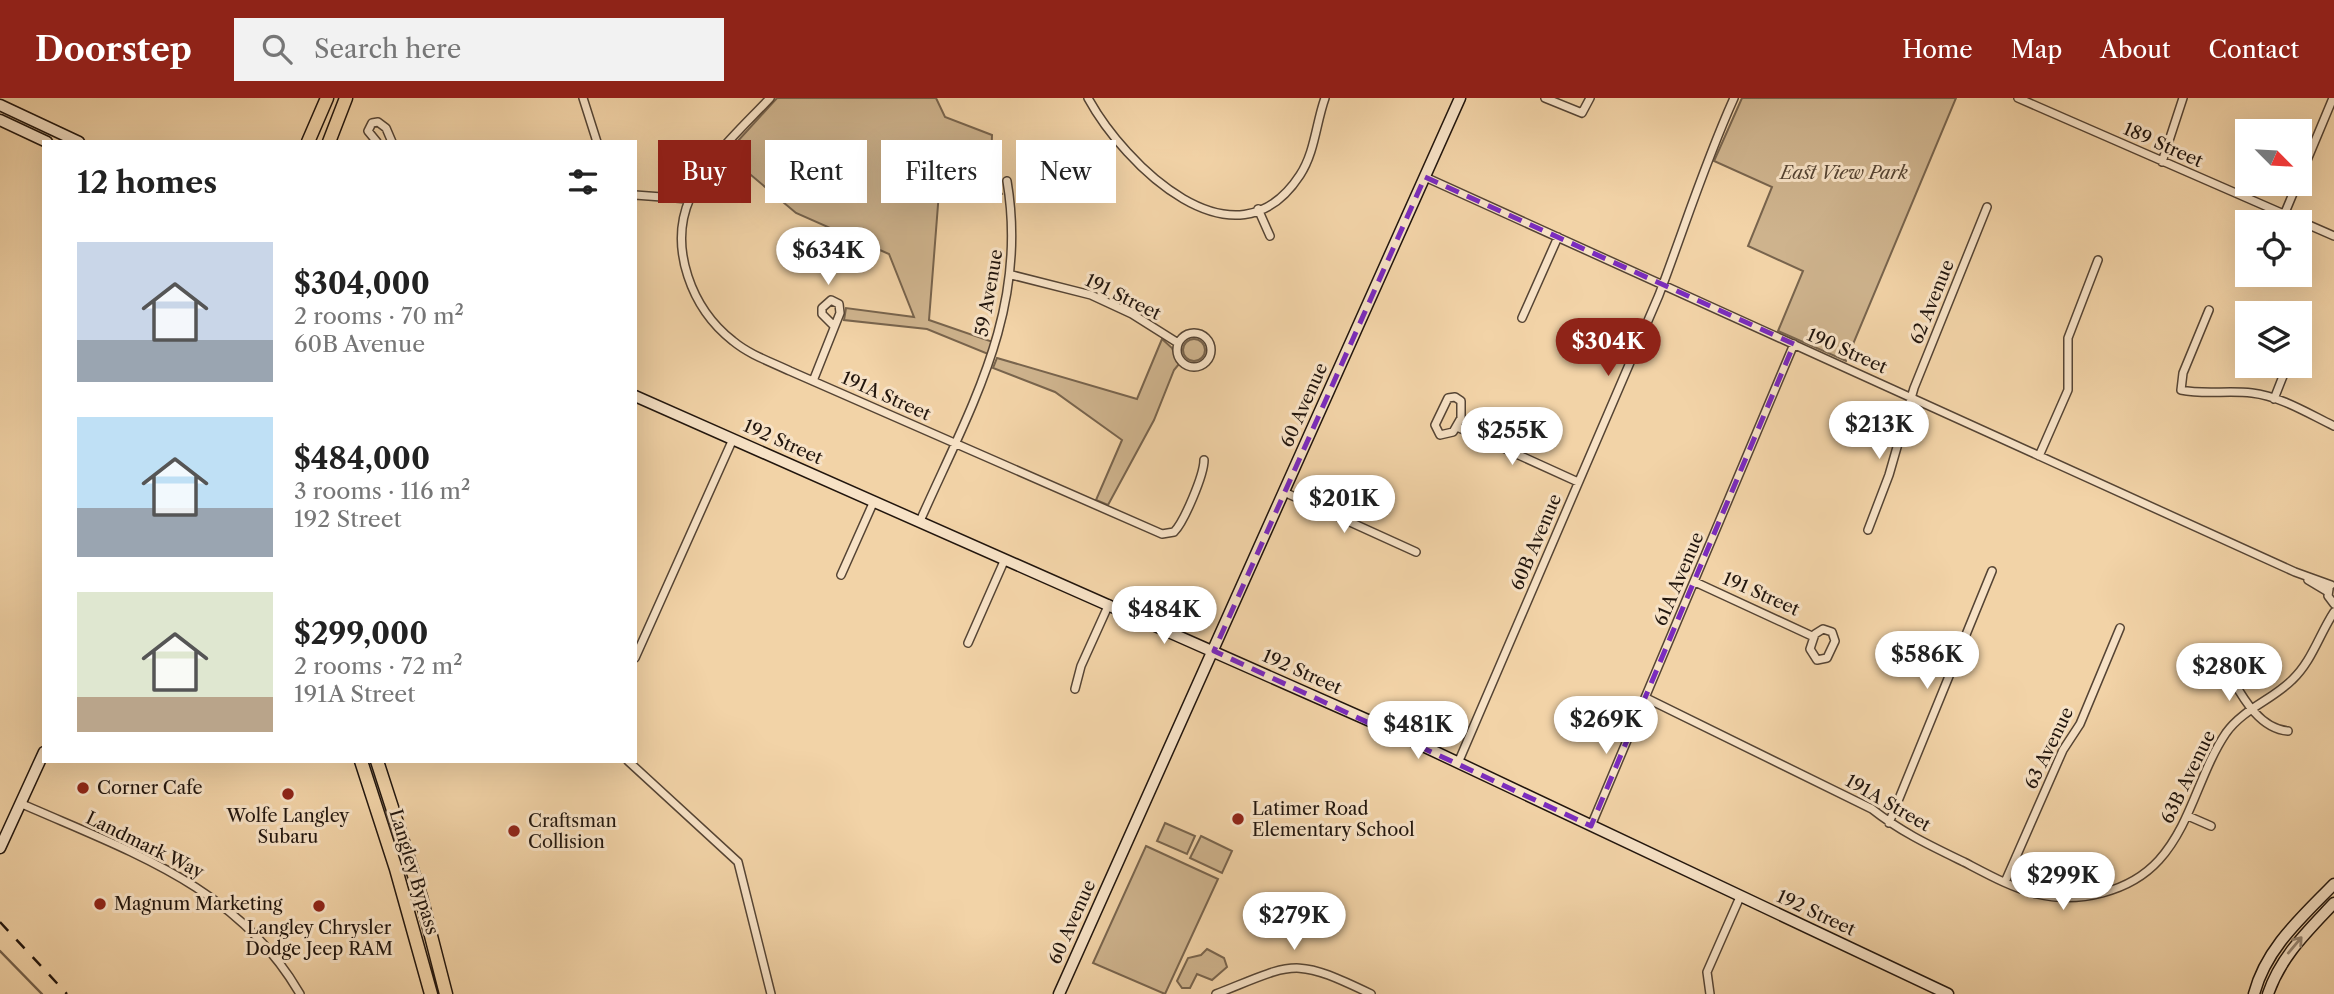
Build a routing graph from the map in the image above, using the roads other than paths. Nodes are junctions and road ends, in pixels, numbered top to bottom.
1 (327, 98) edge
2 (346, 98) edge
3 (770, 98) edge
4 (1088, 98) edge
5 (1325, 98) edge
6 (1460, 98) edge
7 (1545, 98) edge
8 (1590, 98) edge
9 (1734, 98) edge
10 (2019, 98) edge
11 (2183, 98) edge
12 (2333, 98) edge
13 (587, 99) edge
14 (0, 105) edge
15 (0, 120) edge
16 (43, 140) edge
17 (75, 140) edge
18 (309, 140) edge
19 (330, 140) edge
20 (373, 140) edge
21 (391, 140) edge
22 (597, 140) edge
23 (732, 140) edge
24 (2312, 148) edge
25 (2162, 162) junction
26 (1425, 177) junction
27 (1007, 181) dead end
28 (637, 195) edge
29 (658, 197) edge
30 (688, 203) edge
31 (1987, 207) dead end
32 (1258, 209) junction
33 (2272, 210) edge
34 (2312, 227) edge
35 (1270, 236) dead end
36 (2334, 236) edge
37 (1558, 237) junction
38 (2098, 260) dead end
39 (1012, 275) junction
40 (1663, 284) junction
41 (2209, 310) dead end
42 (1522, 318) dead end
43 (834, 326) dead end
44 (1178, 343) junction
45 (1794, 345) junction
46 (2282, 378) edge
47 (813, 381) junction
48 (637, 397) edge
49 (1911, 397) junction
50 (2274, 399) junction
51 (2334, 426) edge
52 (1457, 427) junction
53 (733, 439) junction
54 (954, 444) junction
55 (2039, 456) junction
56 (1204, 460) dead end
57 (1578, 482) junction
58 (1284, 492) junction
59 (873, 501) junction
60 (920, 521) junction
61 (1868, 530) dead end
62 (1416, 552) dead end
63 (1005, 559) junction
64 (1992, 571) dead end
65 (841, 575) dead end
66 (1695, 582) junction
67 (2331, 587) edge
68 (2332, 603) edge
69 (1109, 604) junction
70 (2334, 612) edge
71 (2327, 623) junction
72 (2120, 628) dead end
73 (1814, 637) junction
74 (968, 643) dead end
75 (1214, 650) junction
76 (637, 655) edge
77 (2231, 679) dead end
78 (1075, 688) dead end
79 (1646, 698) junction
80 (2252, 708) junction
81 (2288, 731) dead end
82 (42, 756) edge
83 (362, 763) edge
84 (378, 763) edge
85 (630, 763) edge
86 (1458, 763) junction
87 (20, 803) junction
88 (2188, 816) junction
89 (1889, 823) junction
90 (1591, 826) junction
91 (2211, 826) dead end
92 (0, 848) edge
93 (2005, 883) junction
94 (2334, 884) edge
95 (2122, 886) joint
96 (1740, 897) junction
97 (2334, 903) edge
98 (300, 994) edge
99 (431, 994) edge
100 (446, 994) edge
101 (771, 994) edge
102 (1059, 994) edge
103 (1216, 994) edge
104 (1371, 994) edge
105 (1710, 994) edge
106 (1948, 994) edge
107 (2254, 994) edge
108 (2268, 994) edge

1 - 18 highway
2 - 19 highway
3 - 23 street, 191A Street
4 - 32 street
5 - 32 street
6 - 26 main road, 60 Avenue
7 - 8 street
9 - 40 street, 60B Avenue
10 - 25 street, 189 Street
11 - 25 street
12 - 24 street
13 - 22 street
14 - 17 main road
15 - 16 main road
20 - 21 street
25 - 33 street, 189 Street
26 - 37 street, 190 Street
26 - 58 main road, 60 Avenue
27 - 39 street, 59 Avenue
28 - 29 street
30 - 47 street, 191A Street
31 - 49 street, 62 Avenue
32 - 35 street
34 - 36 street, 189 Street
37 - 40 street, 190 Street
37 - 42 street
38 - 55 street
39 - 44 street, 191 Street
39 - 54 street, 59 Avenue
40 - 45 street, 190 Street
40 - 57 street, 60B Avenue
41 - 50 street
43 - 47 street
44 - 44 street, 191 Street
45 - 49 street, 190 Street
45 - 66 street, 61A Avenue
46 - 50 street
47 - 54 street, 191A Street
48 - 53 main road, 192 Street
49 - 55 street, 190 Street
49 - 61 street, 62 Avenue
50 - 51 street
52 - 52 street
52 - 57 street
53 - 59 main road, 192 Street
53 - 76 street
54 - 56 street, 191A Street
54 - 60 street, 59 Avenue
55 - 67 street, 190 Street
57 - 86 street, 60B Avenue
58 - 62 street
58 - 75 main road, 60 Avenue
59 - 60 main road, 192 Street
59 - 65 street
60 - 63 main road, 192 Street
63 - 69 main road, 192 Street
63 - 74 street
64 - 89 street
66 - 73 street, 191 Street
66 - 79 street, 61A Avenue
67 - 68 street
68 - 71 street, 63B Avenue
69 - 75 main road, 192 Street
69 - 78 street
70 - 71 street, 63B Avenue
71 - 80 street, 63B Avenue
72 - 93 street, 63 Avenue
73 - 73 street
75 - 86 main road, 192 Street
75 - 102 main road, 60 Avenue
77 - 80 street
79 - 89 street, 191A Street
79 - 90 street, 61A Avenue
80 - 81 street
80 - 88 street, 63B Avenue
82 - 87 main road
83 - 99 highway, Langley Bypass
84 - 100 highway, Langley Bypass
85 - 101 street
86 - 90 main road, 192 Street
87 - 92 main road
87 - 98 street, Landmark Way
88 - 91 street
88 - 95 street, 63B Avenue
89 - 93 street, 191A Street
90 - 96 main road, 192 Street
93 - 95 street, 191A Street
94 - 107 main road
96 - 105 street
96 - 106 main road, 192 Street
108 -> 97 main road
103 - 104 street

• _Task objective_: Copy all records exactly; omit images.

• _Answer_:
Build a routing graph from the map in the image above, using the roads other than paths. Nodes are junctions and road ends, in pixels, numbered top to bottom.
1 (327, 98) edge
2 (346, 98) edge
3 (770, 98) edge
4 (1088, 98) edge
5 (1325, 98) edge
6 (1460, 98) edge
7 (1545, 98) edge
8 (1590, 98) edge
9 (1734, 98) edge
10 (2019, 98) edge
11 (2183, 98) edge
12 (2333, 98) edge
13 (587, 99) edge
14 (0, 105) edge
15 (0, 120) edge
16 (43, 140) edge
17 (75, 140) edge
18 (309, 140) edge
19 (330, 140) edge
20 (373, 140) edge
21 (391, 140) edge
22 (597, 140) edge
23 (732, 140) edge
24 (2312, 148) edge
25 (2162, 162) junction
26 (1425, 177) junction
27 (1007, 181) dead end
28 (637, 195) edge
29 (658, 197) edge
30 (688, 203) edge
31 (1987, 207) dead end
32 (1258, 209) junction
33 (2272, 210) edge
34 (2312, 227) edge
35 (1270, 236) dead end
36 (2334, 236) edge
37 (1558, 237) junction
38 (2098, 260) dead end
39 (1012, 275) junction
40 (1663, 284) junction
41 (2209, 310) dead end
42 (1522, 318) dead end
43 (834, 326) dead end
44 (1178, 343) junction
45 (1794, 345) junction
46 (2282, 378) edge
47 (813, 381) junction
48 (637, 397) edge
49 (1911, 397) junction
50 (2274, 399) junction
51 (2334, 426) edge
52 (1457, 427) junction
53 (733, 439) junction
54 (954, 444) junction
55 (2039, 456) junction
56 (1204, 460) dead end
57 (1578, 482) junction
58 (1284, 492) junction
59 (873, 501) junction
60 (920, 521) junction
61 (1868, 530) dead end
62 (1416, 552) dead end
63 (1005, 559) junction
64 (1992, 571) dead end
65 (841, 575) dead end
66 (1695, 582) junction
67 (2331, 587) edge
68 (2332, 603) edge
69 (1109, 604) junction
70 (2334, 612) edge
71 (2327, 623) junction
72 (2120, 628) dead end
73 (1814, 637) junction
74 (968, 643) dead end
75 (1214, 650) junction
76 (637, 655) edge
77 (2231, 679) dead end
78 (1075, 688) dead end
79 (1646, 698) junction
80 (2252, 708) junction
81 (2288, 731) dead end
82 (42, 756) edge
83 (362, 763) edge
84 (378, 763) edge
85 (630, 763) edge
86 (1458, 763) junction
87 (20, 803) junction
88 (2188, 816) junction
89 (1889, 823) junction
90 (1591, 826) junction
91 (2211, 826) dead end
92 (0, 848) edge
93 (2005, 883) junction
94 (2334, 884) edge
95 (2122, 886) joint
96 (1740, 897) junction
97 (2334, 903) edge
98 (300, 994) edge
99 (431, 994) edge
100 (446, 994) edge
101 (771, 994) edge
102 (1059, 994) edge
103 (1216, 994) edge
104 (1371, 994) edge
105 (1710, 994) edge
106 (1948, 994) edge
107 (2254, 994) edge
108 (2268, 994) edge

1 - 18 highway
2 - 19 highway
3 - 23 street, 191A Street
4 - 32 street
5 - 32 street
6 - 26 main road, 60 Avenue
7 - 8 street
9 - 40 street, 60B Avenue
10 - 25 street, 189 Street
11 - 25 street
12 - 24 street
13 - 22 street
14 - 17 main road
15 - 16 main road
20 - 21 street
25 - 33 street, 189 Street
26 - 37 street, 190 Street
26 - 58 main road, 60 Avenue
27 - 39 street, 59 Avenue
28 - 29 street
30 - 47 street, 191A Street
31 - 49 street, 62 Avenue
32 - 35 street
34 - 36 street, 189 Street
37 - 40 street, 190 Street
37 - 42 street
38 - 55 street
39 - 44 street, 191 Street
39 - 54 street, 59 Avenue
40 - 45 street, 190 Street
40 - 57 street, 60B Avenue
41 - 50 street
43 - 47 street
44 - 44 street, 191 Street
45 - 49 street, 190 Street
45 - 66 street, 61A Avenue
46 - 50 street
47 - 54 street, 191A Street
48 - 53 main road, 192 Street
49 - 55 street, 190 Street
49 - 61 street, 62 Avenue
50 - 51 street
52 - 52 street
52 - 57 street
53 - 59 main road, 192 Street
53 - 76 street
54 - 56 street, 191A Street
54 - 60 street, 59 Avenue
55 - 67 street, 190 Street
57 - 86 street, 60B Avenue
58 - 62 street
58 - 75 main road, 60 Avenue
59 - 60 main road, 192 Street
59 - 65 street
60 - 63 main road, 192 Street
63 - 69 main road, 192 Street
63 - 74 street
64 - 89 street
66 - 73 street, 191 Street
66 - 79 street, 61A Avenue
67 - 68 street
68 - 71 street, 63B Avenue
69 - 75 main road, 192 Street
69 - 78 street
70 - 71 street, 63B Avenue
71 - 80 street, 63B Avenue
72 - 93 street, 63 Avenue
73 - 73 street
75 - 86 main road, 192 Street
75 - 102 main road, 60 Avenue
77 - 80 street
79 - 89 street, 191A Street
79 - 90 street, 61A Avenue
80 - 81 street
80 - 88 street, 63B Avenue
82 - 87 main road
83 - 99 highway, Langley Bypass
84 - 100 highway, Langley Bypass
85 - 101 street
86 - 90 main road, 192 Street
87 - 92 main road
87 - 98 street, Landmark Way
88 - 91 street
88 - 95 street, 63B Avenue
89 - 93 street, 191A Street
90 - 96 main road, 192 Street
93 - 95 street, 191A Street
94 - 107 main road
96 - 105 street
96 - 106 main road, 192 Street
108 -> 97 main road
103 - 104 street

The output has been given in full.